Your Quote- Kids that young (she is 3) don't get Crohn's disease.:ybatty:

Oh, thank God! Grace is off the hook. I can sleep tonight in my bubble.:yfaint:

Farmwife
I'm glad she's feeling better.

 

[kimmidwife]

Ooh I am afraid I spoke to soo, the diarrhea is back. I am wondering if maybe I can get an urgent referral to take her to get seen right away. I will speak with her doctor I guess tomorrow. This is so complicated with moving in the middle of everything going on!

 

[crohnsinct]

Farmwife: LMAO:rof:

Kim: omgosh you seriously are not kidding. I can't believe you are moving in the middle of all this. Did your doc find a new doc that is pro LDN? Where in Florida are you moving? It is a bit exciting though...no? I would LOVE to move to another part of the country...I said part of the country not to the country Farmwife...my favorite is Chicago! I hope your little Sophia settles down and everything is just a small virus.

 

[Tesscorm]

I hope so too, Kim, that Sophia is just fighting a bug... (just getting caught up on this thread).
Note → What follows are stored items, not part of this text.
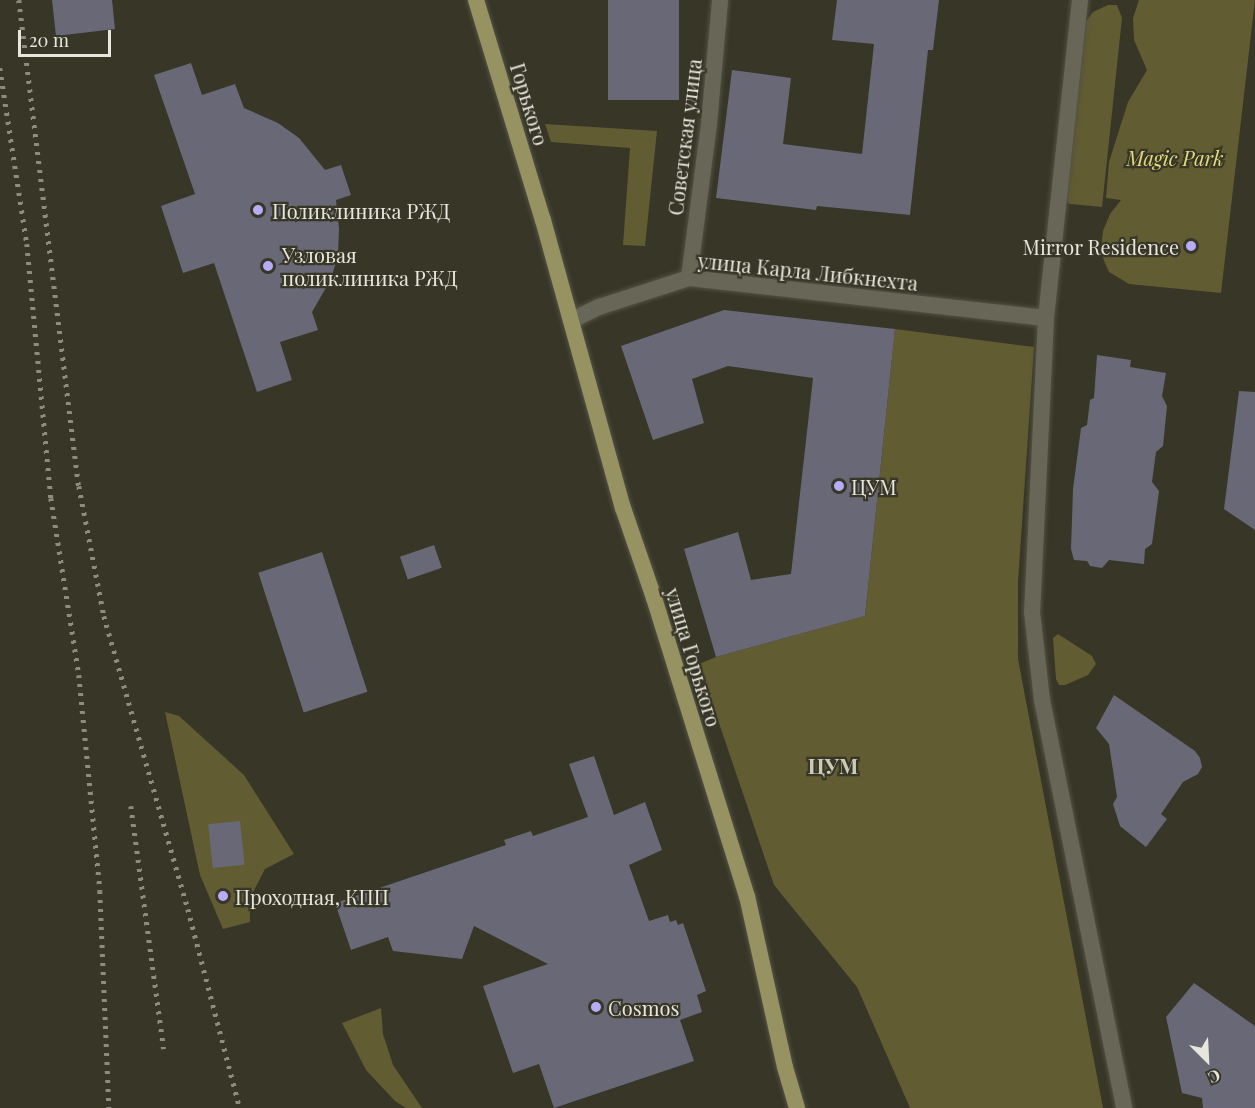 <!DOCTYPE html>
<html>
<head>
<meta charset="utf-8">
<style>
  body { margin:0 }
  #map { position:relative; width:1255px; height:1108px; overflow:hidden; background:#373627; font-family:"Playfair Display",serif }
  div>[style] { position:absolute }
  .green>* { inset:0; background:#615c32 }
  .building>* { inset:0; background:#696877; transform-origin:0 0 }
  .roads { filter:drop-shadow(0 0 2px #535245) drop-shadow(0 0 2px #535245) }
  .pedestrian>* { height:16px; margin:-8px; padding:0 8px; transform-origin:8px; border-radius:8px; background:#686656 }
  .minor>* { height:16px; margin:-8px; padding:0 8px; transform-origin:8px; border-radius:8px; background:#686656 }
  .primary>* { height:16px; margin:-8px; padding:0 8px; transform-origin:8px; border-radius:8px; background:#979261 }
  .rail>* { height:4.5px; margin-top:-2.25px; transform-origin:0; background:repeating-linear-gradient(90deg,#8d8c80 0 3px,transparent 0 9px) }
  .dots>* { width:16px; height:16px; translate:-50% -50%; box-sizing:border-box; border:3px solid #373627; border-radius:50% }
  span { translate:-50% -50%; white-space:nowrap; text-align:center; line-height:1.15; -webkit-text-stroke:4.5px #373627; paint-order:stroke }
  .street-label { font-size:20px; color:#e7e6dd }
  .park-label { font-size:20px; color:#e3d97a; font-style:italic }
  .poi-label { font-size:20px; color:#e7e6dd }
  .left { translate:0 -50%; text-align:left }
  .right { translate:-100% -50%; text-align:right }
  .neighbourhood-label { font-size:21px; color:#cccbb8; font-weight:700 }
  .north { position:absolute; left:1177px; top:1030px; width:60px; height:60px; -webkit-text-stroke:4px #373627; paint-order:stroke; rotate:156deg; font-size:16px; font-weight:700; line-height:24px; text-align:center; color:#e7e6dd }
  .north::after { content:''; display:block; margin:auto; width:21px; height:27px; background:#e7e6dd; clip-path:polygon(50% 0,100% 100%,50% 72%,0 100%) }
  .scale { position:absolute; left:18px; top:30px; width:93px; height:27px; box-sizing:border-box; border:3px solid #e7e6dd; border-top:0; padding-left:8px; font-size:18px; line-height:21px; white-space:nowrap; color:#e7e6dd; -webkit-text-stroke:4px #373627; paint-order:stroke }
</style>
</head>
<body>
<div id="map">
  <div class="green">
    <div style="clip-path:polygon(1139px 0,1255px 0,1221px 293px,1129px 284px,1109px 272px,1104px 261px,1101px 249px,1103px 231px,1110px 214px,1121px 200px,1106px 198px,1109px 162px,1128px 102px,1147px 70px,1134px 40px,1133px 18px)"></div>
    <div style="clip-path:polygon(1108px 5px,1117px 5px,1122px 18px,1102px 207px,1070px 204px,1065px 200px,1085px 23px,1093px 12px)"></div>
    <div style="clip-path:polygon(545px 124px,657px 131px,645px 246px,623px 245px,630px 148px,551px 142px)"></div>
    <div style="clip-path:polygon(895px 329px,1034px 347px,1018px 582px,1018px 659px,1103px 1108px,910px 1108px,857px 987px,774px 885px,699px 664px,716px 657px,865px 616px)"></div>
    <div style="clip-path:polygon(1058px 634px,1092px 656px,1096px 664px,1088px 675px,1065px 685px,1059px 685px,1056px 679px,1053px 638px)"></div>
    <div style="clip-path:polygon(165px 712px,179px 716px,244px 775px,294px 854px,265px 869px,250px 898px,250px 922px,223px 929px,200px 875px)"></div>
    <div style="clip-path:polygon(381px 1008px,383px 1034px,393px 1065px,422px 1108px,406px 1108px,395px 1101px,366px 1070px,342px 1023px)"></div>
  </div>
  <div class="building">
    <div style="clip-path:polygon(52px 0,112px 0,115px 29px,56px 36px)"></div>
    <div style="left:608px;top:0;width:71px;height:100px"></div>
    <div style="clip-path:polygon(837px 0,939px 0,933px 50px,928px 50px,910px 215px,817px 206px,816px 210px,716px 198px,732px 70px,791px 78px,783px 144px,862px 154px,874px 44px,832px 40px)"></div>
    <div style="clip-path:polygon(191px 63px,202px 95px,235px 84px,244px 108px,278px 123px,299px 138px,325px 170px,341px 165px,351px 195px,336px 200px,339px 229px,338px 255px,331px 279px,312px 312px,318px 330px,280px 342px,292px 380px,257px 392px,214px 263px,183px 273px,161px 206px,195px 194px,154px 75px)"></div>
    <div style="clip-path:polygon(724px 310px,895px 329px,865px 616px,716px 657px,684px 549px,738px 532px,751px 580px,791px 574px,813px 378px,728px 366px,692px 379px,704px 423px,653px 440px,621px 346px)"></div>
    <div style="clip-path:polygon(1097px 355px,1131px 360px,1130px 367px,1166px 373px,1162px 396px,1167px 406px,1163px 446px,1156px 452px,1152px 482px,1159px 491px,1152px 544px,1145px 549px,1144px 564px,1109px 560px,1102px 568px,1090px 566px,1087px 561px,1074px 560px,1071px 549px,1073px 489px,1081px 428px,1087px 425px,1090px 400px,1094px 398px)"></div>
    <div style="clip-path:polygon(1239px 391px,1255px 392px,1255px 530px,1224px 509px)"></div>
    <div style="left:434px;top:545px;width:24px;height:36px;rotate:71deg"></div>
    <div style="left:322px;top:552px;width:147px;height:67px;rotate:72deg"></div>
    <div style="clip-path:polygon(1114px 695px,1195px 751px,1200px 758px,1202px 767px,1198px 774px,1183px 782px,1161px 814px,1167px 819px,1146px 847px,1120px 826px,1113px 804px,1117px 797px,1109px 744px,1096px 728px)"></div>
    <div style="clip-path:polygon(594px 756px,614px 815px,645px 802px,662px 850px,629px 865px,649px 921px,668px 915px,670px 922px,676px 920px,678px 925px,683px 923px,706px 991px,697px 995px,702px 1012px,680px 1020px,694px 1061px,554px 1108px,539px 1064px,513px 1073px,483px 986px,548px 964px,474px 926px,462px 959px,393px 951px,388px 937px,351px 950px,335px 903px,506px 845px,504px 840px,531px 831px,533px 836px,588px 817px,569px 764px)"></div>
    <div style="left:240px;top:821px;width:44px;height:32px;rotate:84deg"></div>
    <div style="clip-path:polygon(1194px 983px,1255px 1026px,1255px 1108px,1203px 1108px,1202px 1098px,1182px 1093px,1166px 1017px)"></div>
  </div>
  <div class="roads">
    <div class="pedestrian">
      <div style="left:1046px;top:318px;width:320px;rotate:-83.9deg"></div>
    </div>
    <div class="minor">
      <div style="left:689px;top:278px;width:155px;rotate:-82.6deg"></div>
      <div style="left:709px;top:124px;width:124px;rotate:-84.9deg"></div>
      <div style="left:572px;top:320px;width:30px;rotate:-26deg"></div>
      <div style="left:599px;top:307px;width:95px;rotate:-17.9deg"></div>
      <div style="left:689px;top:278px;width:359px;rotate:6.4deg"></div>
      <div style="left:1046px;top:318px;width:294px;rotate:92.7deg"></div>
      <div style="left:1032px;top:612px;width:89px;rotate:83.5deg"></div>
      <div style="left:1042px;top:700px;width:416px;rotate:78.6deg"></div>
    </div>
    <div class="primary">
      <div style="left:476px;top:0;width:230px;rotate:73.1deg"></div>
      <div style="left:543px;top:220px;width:299px;rotate:74.5deg"></div>
      <div style="left:623px;top:508px;width:95px;rotate:71deg"></div>
      <div style="left:654px;top:598px;width:312px;rotate:72.7deg"></div>
      <div style="left:747px;top:896px;width:175px;rotate:77.5deg"></div>
      <div style="left:785px;top:1067px;width:43px;rotate:73.7deg"></div>
    </div>
  </div>
  <div class="rail">
    <div style="left:19px;top:0;width:490px;rotate:83deg"></div>
    <div style="left:79px;top:486px;width:132px;rotate:79.1deg"></div>
    <div style="left:104px;top:616px;width:305px;rotate:74deg"></div>
    <div style="left:188px;top:909px;width:206px;rotate:75.4deg"></div>
    <div style="left:0;top:68px;width:178px;rotate:81.3deg"></div>
    <div style="left:27px;top:244px;width:255px;rotate:84.6deg"></div>
    <div style="left:51px;top:498px;width:179px;rotate:81deg"></div>
    <div style="left:79px;top:675px;width:217px;rotate:84.4deg"></div>
    <div style="left:100px;top:891px;width:217px;rotate:87.6deg"></div>
    <div style="left:131px;top:806px;width:245px;rotate:82.3deg"></div>
  </div>
  <div class="dots">
    <div style="left:258px;top:210px;background:#b6acf8"></div>
    <div style="left:1191px;top:246px;background:#b6acf8"></div>
    <div style="left:268px;top:266px;background:#b6acf8"></div>
    <div style="left:839px;top:486px;background:#b6acf8"></div>
    <div style="left:223px;top:896px;background:#b6acf8"></div>
    <div style="left:596px;top:1007px;background:#b6acf8"></div>
  </div>
  <div class="street-label">
    <span style="left:530px;top:104px;rotate:73deg">Горького</span>
    <span style="left:684px;top:137px;rotate:-83deg">Советская улица</span>
    <span style="left:808px;top:271px;rotate:6deg">улица Карла Либкнехта</span>
    <span style="left:694px;top:657px;rotate:73deg">улица Горького</span>
  </div>
  <div class="park-label">
    <span style="left:1175px;top:157px">Magic Park</span>
  </div>
  <div class="poi-label">
    <span class="left" style="left:272px;top:210px">Поликлиника РЖД</span>
    <span class="right" style="left:1179px;top:246px">Mirror Residence</span>
    <span class="left" style="left:282px;top:266px">Узловая<br>поликлиника РЖД</span>
    <span class="left" style="left:851px;top:486px">ЦУМ</span>
    <span class="left" style="left:235px;top:896px">Проходная, КПП</span>
    <span class="left" style="left:608px;top:1007px">Cosmos</span>
  </div>
  <div class="neighbourhood-label">
    <span style="left:833px;top:765px">ЦУМ</span>
  </div>
  <div class="north">С</div>
  <div class="scale">20 m</div>
</div>
</body>
</html>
It is a constant worry of mine as well ! We're actually finally going to get the final results from Emily's tests at the rheumi (remember that little finger that caused all sorts of commotion! :lol. The rheumi did say she was 99% sure there were no concerns BUT she did want to follow up with more tests - since then (March??), there have been a couple of cancellations due to Emily's schedules. Finally seeing her first week of July!

Good luck Kim! :ghug:

 

[Farmwife]

Kim, could it be that she's feeling nerved up about the move? My family moved when I was 18 and I remember have "issues" with it. Stress can do that. TRUST ME.


Farmwife

 

[kimmidwife]

Farmwife,
I think she is to little to really understand the moving although I guess you never know. Today she seemed to feel a lot better this morning. She ate well for the first time in days. I am keeping my fingers crossed it was just a bug. No we do not have a GI doc lined up yet in Florida although we do have a primary care doctor. I plan to schedule an appt with him right away.